*DATASET CONTENT*
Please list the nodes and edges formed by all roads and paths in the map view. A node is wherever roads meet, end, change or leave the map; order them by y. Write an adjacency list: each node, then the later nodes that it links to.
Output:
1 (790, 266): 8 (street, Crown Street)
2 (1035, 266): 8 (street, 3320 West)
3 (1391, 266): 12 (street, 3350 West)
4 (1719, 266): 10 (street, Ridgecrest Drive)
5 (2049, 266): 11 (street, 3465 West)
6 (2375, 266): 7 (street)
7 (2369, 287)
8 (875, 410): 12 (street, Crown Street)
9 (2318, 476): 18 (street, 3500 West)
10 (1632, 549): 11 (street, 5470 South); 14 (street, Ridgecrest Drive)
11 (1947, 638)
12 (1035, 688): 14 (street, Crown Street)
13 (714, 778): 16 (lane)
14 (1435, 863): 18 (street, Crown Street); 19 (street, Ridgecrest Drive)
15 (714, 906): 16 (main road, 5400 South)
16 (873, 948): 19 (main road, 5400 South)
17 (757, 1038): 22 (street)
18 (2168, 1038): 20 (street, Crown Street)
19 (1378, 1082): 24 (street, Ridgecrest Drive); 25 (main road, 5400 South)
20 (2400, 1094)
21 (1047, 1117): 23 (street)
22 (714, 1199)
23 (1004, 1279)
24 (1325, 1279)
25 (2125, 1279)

*WORK INSTRUCTION*
The response should contain each record above, retyped exactly.

*SOLVED EXERCISE*
Please list the nodes and edges formed by all roads and paths in the map view. A node is wherever roads meet, end, change or leave the map; order them by y. Write an adjacency list: each node, then the later nodes that it links to.
Output:
1 (790, 266): 8 (street, Crown Street)
2 (1035, 266): 8 (street, 3320 West)
3 (1391, 266): 12 (street, 3350 West)
4 (1719, 266): 10 (street, Ridgecrest Drive)
5 (2049, 266): 11 (street, 3465 West)
6 (2375, 266): 7 (street)
7 (2369, 287)
8 (875, 410): 12 (street, Crown Street)
9 (2318, 476): 18 (street, 3500 West)
10 (1632, 549): 11 (street, 5470 South); 14 (street, Ridgecrest Drive)
11 (1947, 638)
12 (1035, 688): 14 (street, Crown Street)
13 (714, 778): 16 (lane)
14 (1435, 863): 18 (street, Crown Street); 19 (street, Ridgecrest Drive)
15 (714, 906): 16 (main road, 5400 South)
16 (873, 948): 19 (main road, 5400 South)
17 (757, 1038): 22 (street)
18 (2168, 1038): 20 (street, Crown Street)
19 (1378, 1082): 24 (street, Ridgecrest Drive); 25 (main road, 5400 South)
20 (2400, 1094)
21 (1047, 1117): 23 (street)
22 (714, 1199)
23 (1004, 1279)
24 (1325, 1279)
25 (2125, 1279)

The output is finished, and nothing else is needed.